Não vamos ceder à chantagem

Fonte do executivo moçambicano assegurou à “Carta” que Maputo vai manter-se “firme” em relação à negociação de novos termos contractuais, que giram em torno do preço de energia que a Mozal deve pagar para manter a fundição a produzir alumínio.

“A intransigência da South32 é de uma empresa que já ganhou muito dinheiro cá e que quer reorientar a sua estratégia de negócios. Para essa empresa, tanto faz se fica ou vai embora e face à posição do Governo, da HCB e da ESKOM, prefere retirar-se da Mozal e deixar o ónus com o Governo”, enfatizou a fonte.

Garantiu que tudo está a ser feito para se encontrar uma alternativa à South32, sem avançar nomes sobre o potencial substituto do actual accionista maioritário da empresa. A fonte avançou que o contexto de maiores benefícios para as multinacionais, em que a Mozal começou a operar em Moçambique, em 2000, mudou radicalmente e impõe-se que o país retenha vantagens mais tangíveis com a actividade empresarial do grande capital no país.

Custo social

Como consequência da desmobilização da South32, a Mozal já começou o processo de rescisões contractuais com os pouco mais de 1.900 trabalhadores da fundição, ao mesmo tempo em que as 30 empresas que prestam serviços e bens à empresa também estão a despedir cerca de 5.000 trabalhadores que estavam vinculados a essas unidades produtivas.

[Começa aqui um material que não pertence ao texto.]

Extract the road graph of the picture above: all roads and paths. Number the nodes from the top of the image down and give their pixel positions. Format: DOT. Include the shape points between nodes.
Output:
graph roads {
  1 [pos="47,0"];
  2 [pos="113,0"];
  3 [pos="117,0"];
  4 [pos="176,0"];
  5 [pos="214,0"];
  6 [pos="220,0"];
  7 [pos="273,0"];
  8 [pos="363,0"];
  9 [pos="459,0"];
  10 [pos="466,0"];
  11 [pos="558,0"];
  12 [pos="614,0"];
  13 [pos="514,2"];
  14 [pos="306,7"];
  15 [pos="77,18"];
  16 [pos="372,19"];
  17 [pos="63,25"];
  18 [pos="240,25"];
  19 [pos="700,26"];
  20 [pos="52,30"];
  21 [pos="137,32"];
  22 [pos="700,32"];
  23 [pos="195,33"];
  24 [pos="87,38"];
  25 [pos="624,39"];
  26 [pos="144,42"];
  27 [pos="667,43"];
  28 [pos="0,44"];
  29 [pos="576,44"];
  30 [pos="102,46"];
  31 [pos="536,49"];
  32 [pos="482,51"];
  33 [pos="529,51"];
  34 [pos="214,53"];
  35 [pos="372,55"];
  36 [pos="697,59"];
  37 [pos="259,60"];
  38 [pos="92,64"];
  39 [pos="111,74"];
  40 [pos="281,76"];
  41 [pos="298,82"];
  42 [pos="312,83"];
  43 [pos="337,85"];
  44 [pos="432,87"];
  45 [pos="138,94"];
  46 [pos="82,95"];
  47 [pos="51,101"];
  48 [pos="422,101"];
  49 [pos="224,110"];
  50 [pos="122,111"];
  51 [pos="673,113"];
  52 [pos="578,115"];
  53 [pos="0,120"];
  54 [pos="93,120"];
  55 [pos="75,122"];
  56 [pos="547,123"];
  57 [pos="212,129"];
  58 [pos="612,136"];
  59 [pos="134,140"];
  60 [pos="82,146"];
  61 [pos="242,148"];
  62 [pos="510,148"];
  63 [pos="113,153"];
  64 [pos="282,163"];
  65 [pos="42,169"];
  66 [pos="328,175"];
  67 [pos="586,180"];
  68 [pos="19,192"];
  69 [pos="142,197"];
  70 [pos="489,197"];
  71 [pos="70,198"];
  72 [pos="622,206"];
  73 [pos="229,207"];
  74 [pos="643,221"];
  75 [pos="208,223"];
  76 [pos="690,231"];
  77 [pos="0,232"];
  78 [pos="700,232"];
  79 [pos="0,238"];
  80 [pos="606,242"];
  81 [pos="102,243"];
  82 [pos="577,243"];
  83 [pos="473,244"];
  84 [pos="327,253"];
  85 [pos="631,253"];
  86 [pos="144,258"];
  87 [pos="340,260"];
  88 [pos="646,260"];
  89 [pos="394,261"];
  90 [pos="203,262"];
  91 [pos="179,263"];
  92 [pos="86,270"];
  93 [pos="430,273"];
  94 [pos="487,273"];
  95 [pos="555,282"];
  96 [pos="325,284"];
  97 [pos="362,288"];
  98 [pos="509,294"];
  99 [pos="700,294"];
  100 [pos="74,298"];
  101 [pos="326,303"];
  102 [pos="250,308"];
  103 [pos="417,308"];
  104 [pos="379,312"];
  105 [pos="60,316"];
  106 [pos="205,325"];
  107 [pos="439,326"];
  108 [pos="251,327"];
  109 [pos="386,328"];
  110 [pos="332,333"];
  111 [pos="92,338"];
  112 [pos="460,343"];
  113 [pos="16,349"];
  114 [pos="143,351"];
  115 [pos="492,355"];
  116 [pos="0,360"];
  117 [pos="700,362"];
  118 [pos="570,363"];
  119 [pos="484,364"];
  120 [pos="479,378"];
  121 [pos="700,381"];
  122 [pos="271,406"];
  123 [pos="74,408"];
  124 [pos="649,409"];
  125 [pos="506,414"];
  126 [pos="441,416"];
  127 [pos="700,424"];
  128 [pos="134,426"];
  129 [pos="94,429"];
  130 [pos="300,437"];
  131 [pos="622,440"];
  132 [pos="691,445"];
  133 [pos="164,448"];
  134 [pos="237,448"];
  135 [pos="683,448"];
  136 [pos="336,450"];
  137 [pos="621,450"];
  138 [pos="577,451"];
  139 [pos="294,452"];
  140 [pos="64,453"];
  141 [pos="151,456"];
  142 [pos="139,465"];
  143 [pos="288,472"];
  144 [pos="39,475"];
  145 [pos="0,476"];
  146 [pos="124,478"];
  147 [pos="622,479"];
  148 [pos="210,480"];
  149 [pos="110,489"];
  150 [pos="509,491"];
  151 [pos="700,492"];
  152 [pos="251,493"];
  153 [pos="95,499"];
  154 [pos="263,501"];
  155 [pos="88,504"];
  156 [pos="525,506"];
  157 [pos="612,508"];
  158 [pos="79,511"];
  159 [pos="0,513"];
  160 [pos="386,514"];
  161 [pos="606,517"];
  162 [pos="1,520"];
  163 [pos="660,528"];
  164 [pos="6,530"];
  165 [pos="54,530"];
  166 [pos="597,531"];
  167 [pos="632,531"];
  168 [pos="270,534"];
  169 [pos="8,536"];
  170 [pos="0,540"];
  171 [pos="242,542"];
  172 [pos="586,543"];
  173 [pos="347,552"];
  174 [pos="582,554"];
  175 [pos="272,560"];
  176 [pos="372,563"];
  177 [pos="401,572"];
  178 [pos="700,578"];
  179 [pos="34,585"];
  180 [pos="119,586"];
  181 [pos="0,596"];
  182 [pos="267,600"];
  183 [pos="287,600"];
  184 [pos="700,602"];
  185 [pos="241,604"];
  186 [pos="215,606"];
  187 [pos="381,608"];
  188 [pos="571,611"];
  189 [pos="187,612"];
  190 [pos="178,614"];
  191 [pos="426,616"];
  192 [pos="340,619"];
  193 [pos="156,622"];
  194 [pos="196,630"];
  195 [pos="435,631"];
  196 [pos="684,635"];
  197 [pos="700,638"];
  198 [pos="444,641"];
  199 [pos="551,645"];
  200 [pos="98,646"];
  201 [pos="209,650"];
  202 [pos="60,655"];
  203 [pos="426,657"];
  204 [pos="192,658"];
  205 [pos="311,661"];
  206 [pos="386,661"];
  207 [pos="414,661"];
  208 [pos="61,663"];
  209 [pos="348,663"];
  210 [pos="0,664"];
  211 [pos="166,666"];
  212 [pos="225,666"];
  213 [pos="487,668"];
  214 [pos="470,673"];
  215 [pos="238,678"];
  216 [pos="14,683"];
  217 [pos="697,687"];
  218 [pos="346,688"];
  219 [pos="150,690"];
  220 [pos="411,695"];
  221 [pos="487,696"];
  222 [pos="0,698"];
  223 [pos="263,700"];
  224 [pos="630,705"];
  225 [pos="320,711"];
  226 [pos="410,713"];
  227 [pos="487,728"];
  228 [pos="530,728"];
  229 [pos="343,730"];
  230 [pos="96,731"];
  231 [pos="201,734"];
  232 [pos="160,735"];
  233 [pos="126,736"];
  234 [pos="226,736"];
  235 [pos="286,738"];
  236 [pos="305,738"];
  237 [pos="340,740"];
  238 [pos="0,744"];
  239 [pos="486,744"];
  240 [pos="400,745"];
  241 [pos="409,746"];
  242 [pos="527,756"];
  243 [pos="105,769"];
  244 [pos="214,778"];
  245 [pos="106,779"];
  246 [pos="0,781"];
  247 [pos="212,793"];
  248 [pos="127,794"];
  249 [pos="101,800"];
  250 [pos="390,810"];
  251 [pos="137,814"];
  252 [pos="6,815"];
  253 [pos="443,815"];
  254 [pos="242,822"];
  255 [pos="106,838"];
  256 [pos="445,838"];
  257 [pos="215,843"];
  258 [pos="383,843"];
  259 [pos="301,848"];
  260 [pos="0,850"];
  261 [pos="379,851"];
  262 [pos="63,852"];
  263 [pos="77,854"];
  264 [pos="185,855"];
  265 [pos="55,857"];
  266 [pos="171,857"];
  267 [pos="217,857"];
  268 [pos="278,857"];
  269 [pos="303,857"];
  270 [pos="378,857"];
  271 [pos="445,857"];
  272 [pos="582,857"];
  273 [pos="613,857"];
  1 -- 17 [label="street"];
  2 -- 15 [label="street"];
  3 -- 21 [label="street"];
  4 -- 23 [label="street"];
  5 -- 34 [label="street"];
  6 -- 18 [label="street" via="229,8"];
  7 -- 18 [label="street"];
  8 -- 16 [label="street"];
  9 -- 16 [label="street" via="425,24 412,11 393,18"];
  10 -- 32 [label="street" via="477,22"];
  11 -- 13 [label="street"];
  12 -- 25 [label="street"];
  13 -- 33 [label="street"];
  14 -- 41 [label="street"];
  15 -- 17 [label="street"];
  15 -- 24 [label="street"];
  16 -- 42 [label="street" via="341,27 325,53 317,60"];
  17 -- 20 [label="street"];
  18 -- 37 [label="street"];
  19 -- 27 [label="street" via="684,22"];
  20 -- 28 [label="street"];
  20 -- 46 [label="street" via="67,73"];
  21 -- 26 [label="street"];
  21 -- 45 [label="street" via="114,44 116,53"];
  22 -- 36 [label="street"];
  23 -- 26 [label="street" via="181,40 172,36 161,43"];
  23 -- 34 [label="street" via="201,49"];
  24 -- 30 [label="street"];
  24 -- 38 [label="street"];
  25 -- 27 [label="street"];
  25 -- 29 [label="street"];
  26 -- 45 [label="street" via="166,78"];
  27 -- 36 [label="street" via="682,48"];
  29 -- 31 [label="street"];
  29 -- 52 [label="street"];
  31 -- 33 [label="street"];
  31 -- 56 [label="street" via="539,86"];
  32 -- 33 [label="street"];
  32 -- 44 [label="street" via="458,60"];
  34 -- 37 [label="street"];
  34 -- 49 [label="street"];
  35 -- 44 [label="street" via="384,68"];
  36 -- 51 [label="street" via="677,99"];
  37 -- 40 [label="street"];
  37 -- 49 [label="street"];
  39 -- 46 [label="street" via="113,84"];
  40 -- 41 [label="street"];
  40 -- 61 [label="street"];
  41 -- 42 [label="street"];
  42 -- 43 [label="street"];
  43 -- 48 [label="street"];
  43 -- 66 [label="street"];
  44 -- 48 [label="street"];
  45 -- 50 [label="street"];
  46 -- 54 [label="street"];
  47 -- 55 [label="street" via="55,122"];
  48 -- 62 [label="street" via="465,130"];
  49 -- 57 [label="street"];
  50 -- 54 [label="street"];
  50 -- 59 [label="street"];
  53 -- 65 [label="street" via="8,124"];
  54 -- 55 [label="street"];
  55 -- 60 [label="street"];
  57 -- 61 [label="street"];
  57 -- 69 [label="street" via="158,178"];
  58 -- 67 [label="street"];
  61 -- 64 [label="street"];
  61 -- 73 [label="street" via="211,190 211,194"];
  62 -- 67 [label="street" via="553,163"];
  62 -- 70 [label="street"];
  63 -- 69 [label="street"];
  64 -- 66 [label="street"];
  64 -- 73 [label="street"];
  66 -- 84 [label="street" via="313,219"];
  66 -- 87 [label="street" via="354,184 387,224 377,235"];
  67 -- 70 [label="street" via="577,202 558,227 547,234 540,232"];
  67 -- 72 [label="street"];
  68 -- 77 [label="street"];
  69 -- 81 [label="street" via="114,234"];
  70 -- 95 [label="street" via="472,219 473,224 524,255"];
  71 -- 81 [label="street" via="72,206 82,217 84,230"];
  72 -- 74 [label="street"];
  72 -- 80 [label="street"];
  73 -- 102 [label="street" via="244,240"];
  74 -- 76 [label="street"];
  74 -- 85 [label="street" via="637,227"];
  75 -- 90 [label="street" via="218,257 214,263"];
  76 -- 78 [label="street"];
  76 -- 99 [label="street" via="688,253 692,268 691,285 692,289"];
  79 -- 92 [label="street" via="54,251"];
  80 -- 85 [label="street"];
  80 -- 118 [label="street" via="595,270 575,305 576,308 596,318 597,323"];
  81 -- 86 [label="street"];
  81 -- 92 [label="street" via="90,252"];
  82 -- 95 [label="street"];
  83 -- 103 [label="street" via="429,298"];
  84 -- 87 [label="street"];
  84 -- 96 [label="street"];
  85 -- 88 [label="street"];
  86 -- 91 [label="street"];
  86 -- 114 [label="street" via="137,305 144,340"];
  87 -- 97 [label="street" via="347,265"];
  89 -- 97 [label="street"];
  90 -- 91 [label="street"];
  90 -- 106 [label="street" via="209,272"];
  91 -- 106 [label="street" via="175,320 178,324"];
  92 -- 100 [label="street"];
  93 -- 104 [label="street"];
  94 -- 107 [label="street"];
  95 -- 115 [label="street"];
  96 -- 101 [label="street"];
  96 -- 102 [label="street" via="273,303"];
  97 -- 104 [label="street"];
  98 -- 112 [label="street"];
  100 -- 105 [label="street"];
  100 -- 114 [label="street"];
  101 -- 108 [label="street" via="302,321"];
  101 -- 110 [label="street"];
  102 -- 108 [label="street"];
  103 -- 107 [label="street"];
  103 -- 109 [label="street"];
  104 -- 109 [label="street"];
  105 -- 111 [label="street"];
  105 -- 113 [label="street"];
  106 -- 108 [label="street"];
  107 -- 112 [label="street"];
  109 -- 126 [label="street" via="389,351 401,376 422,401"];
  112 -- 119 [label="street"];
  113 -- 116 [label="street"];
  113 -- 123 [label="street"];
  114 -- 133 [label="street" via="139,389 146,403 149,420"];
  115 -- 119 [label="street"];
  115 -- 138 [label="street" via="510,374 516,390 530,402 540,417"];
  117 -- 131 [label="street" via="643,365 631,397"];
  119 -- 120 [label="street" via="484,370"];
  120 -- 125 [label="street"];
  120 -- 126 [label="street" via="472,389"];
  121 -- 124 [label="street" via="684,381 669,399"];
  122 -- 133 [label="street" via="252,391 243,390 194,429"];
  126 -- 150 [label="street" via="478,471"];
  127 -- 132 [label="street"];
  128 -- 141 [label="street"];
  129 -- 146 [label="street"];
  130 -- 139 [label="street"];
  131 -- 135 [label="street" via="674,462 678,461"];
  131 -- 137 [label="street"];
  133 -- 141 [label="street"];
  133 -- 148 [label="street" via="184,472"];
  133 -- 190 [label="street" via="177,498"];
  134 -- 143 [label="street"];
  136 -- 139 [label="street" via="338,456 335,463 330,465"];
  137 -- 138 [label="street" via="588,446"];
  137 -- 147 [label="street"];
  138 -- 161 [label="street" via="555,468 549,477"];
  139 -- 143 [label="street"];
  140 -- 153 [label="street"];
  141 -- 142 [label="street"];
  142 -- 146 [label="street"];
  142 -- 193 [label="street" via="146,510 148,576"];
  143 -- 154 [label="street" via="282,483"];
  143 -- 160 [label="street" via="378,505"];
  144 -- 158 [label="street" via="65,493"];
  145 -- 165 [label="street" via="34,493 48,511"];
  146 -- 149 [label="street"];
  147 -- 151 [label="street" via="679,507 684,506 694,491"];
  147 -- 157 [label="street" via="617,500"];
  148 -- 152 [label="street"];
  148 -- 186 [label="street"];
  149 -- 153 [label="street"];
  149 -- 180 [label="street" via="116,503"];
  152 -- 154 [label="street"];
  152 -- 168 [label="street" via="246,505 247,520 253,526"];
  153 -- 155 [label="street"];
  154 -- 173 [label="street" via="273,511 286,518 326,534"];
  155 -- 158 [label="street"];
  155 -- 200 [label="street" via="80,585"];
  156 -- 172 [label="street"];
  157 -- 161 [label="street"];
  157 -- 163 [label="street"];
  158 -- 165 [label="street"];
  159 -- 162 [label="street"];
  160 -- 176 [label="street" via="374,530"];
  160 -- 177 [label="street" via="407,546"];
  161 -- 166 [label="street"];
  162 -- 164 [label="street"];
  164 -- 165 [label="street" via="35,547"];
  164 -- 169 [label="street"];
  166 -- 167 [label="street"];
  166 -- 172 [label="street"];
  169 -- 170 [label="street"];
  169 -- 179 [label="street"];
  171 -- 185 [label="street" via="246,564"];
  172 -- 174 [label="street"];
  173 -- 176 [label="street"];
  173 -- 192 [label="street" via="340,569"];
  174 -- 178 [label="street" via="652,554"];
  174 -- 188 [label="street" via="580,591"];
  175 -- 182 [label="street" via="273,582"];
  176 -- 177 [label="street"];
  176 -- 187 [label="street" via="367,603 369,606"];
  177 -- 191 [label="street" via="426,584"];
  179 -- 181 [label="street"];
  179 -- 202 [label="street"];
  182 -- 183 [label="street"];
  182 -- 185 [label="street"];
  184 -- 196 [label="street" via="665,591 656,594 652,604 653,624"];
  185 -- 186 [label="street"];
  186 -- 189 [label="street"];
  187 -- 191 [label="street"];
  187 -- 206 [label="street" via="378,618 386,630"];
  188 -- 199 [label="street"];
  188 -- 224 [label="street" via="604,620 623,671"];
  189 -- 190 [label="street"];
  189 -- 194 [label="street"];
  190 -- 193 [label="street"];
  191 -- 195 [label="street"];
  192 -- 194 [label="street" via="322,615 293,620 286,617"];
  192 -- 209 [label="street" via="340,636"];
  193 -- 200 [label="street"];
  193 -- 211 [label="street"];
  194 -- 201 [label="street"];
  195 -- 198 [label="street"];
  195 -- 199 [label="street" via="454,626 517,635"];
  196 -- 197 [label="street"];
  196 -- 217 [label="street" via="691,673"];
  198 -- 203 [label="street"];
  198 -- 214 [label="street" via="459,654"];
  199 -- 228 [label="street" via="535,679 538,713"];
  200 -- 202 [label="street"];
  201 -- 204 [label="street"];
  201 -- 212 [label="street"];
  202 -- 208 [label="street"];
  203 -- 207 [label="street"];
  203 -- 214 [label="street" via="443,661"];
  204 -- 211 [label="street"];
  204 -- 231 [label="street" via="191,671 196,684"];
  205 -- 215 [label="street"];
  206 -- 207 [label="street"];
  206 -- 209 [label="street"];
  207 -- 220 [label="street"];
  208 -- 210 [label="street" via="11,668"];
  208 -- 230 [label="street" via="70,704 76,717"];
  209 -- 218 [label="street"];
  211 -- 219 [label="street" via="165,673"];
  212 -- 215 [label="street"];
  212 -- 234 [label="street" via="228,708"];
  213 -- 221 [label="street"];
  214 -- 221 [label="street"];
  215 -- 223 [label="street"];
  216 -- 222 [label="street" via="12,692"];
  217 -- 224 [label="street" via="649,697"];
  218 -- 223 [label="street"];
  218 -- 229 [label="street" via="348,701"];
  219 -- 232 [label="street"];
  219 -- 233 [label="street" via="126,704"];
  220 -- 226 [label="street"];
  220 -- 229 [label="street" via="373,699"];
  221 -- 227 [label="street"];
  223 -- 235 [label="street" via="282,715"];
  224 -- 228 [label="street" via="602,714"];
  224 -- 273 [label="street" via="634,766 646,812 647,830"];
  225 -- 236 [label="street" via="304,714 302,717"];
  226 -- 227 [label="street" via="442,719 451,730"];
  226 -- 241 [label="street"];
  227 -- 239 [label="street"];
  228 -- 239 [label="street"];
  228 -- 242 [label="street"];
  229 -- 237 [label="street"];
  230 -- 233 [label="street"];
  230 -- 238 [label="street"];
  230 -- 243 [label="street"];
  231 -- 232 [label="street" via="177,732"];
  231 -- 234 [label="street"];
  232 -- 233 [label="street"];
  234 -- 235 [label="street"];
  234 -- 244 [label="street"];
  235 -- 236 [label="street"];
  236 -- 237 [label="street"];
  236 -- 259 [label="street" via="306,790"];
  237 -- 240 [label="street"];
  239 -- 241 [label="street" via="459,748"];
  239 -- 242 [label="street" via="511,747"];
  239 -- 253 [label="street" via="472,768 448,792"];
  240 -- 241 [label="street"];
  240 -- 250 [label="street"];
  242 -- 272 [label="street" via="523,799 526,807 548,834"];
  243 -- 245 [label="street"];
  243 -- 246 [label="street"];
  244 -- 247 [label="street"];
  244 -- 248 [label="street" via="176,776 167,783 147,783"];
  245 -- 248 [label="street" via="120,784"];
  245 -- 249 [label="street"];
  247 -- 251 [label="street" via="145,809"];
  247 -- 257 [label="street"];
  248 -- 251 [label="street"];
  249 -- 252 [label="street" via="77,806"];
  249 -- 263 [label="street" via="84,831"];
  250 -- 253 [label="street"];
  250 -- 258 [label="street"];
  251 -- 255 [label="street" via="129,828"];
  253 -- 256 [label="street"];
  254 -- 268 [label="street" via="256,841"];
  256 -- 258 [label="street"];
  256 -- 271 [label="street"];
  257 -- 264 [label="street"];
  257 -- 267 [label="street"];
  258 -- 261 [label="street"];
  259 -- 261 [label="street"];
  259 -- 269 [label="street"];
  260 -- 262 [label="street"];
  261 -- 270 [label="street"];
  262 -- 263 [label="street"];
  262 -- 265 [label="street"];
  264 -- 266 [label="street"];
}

A administração da South32 anunciou, em Dezembro, que a Mozal irá suspender actividades, entrando em manutenção, a partir de 15 de Março de 2026, face à falta de um novo acordo de fornecimento de electricidade.

“Não foi assegurado um novo acordo de fornecimento de electricidade e a Mozal será colocada em manutenção e conservação por volta de 15 de Março de 2026. Consequentemente, as matérias-primas necessárias para sustentar as operações após março de 2026 não foram adquiridas”, anunciou a empresa, na altura.

A companhia disse que continuava a dialogar com o Governo, a HCB) e a energética sul-africana Eskom para garantir o fornecimento de “electricidade suficiente e acessível” até à suspensão em Março, quando o acordo actual de fornecimento de energia expira.

“Ao longo das nossas negociações, salientámos que a capacidade da Mozal para continuar a operar dependia da garantia de electricidade suficiente a um preço que permitisse à fundição manter a sua competitividade internacional. Infelizmente, as partes permaneceram num impasse quanto ao preço adequado para electricidade, o que foi agravado pelas condições de seca que afectam o fornecimento de electricidade da HCB”, disse então Graham Kerr, citado no comunicado.

Admitiu que o anúncio então feito era “difícil” para a equipa da empresa e vai também ter impacto nos fornecedores, clientes, comunidades e outros interessados: “Compreendemos que o anúncio de hoje é difícil para a nossa equipa na Mozal e estamos empenhados em apoiá-los ao longo deste processo”.

South32 disse que o custo de manutenção, incluindo rescisão de contractos, ronda 60 milhões de dólares  e os custos anuais contínuos de manutenção e conservação cerca de cinco milhões de dólares. Acrescentava que a previsão de produção para o ano fiscal de 2026 da Mozal, até Março, mantinha-se em 240 mil toneladas.

A Mozal compra quase metade da energia produzida em Moçambique – essencialmente pela HCB – e tem um peso estimado de pelo menos 3% do PIB. Em 18 de agosto, o Presidente moçambicano, Daniel Chapo, afirmou que as tarifas de energia propostas pela Mozal levariam ao colapso da HCB, reagindo já então à ameaça de encerramento.

O fornecimento de electricidade à Mozal é feito através da Eskom, que por sua vez compra energia à HCB – 66% do total produzido em 2024 –, mas o Governo pretende reverter este cenário.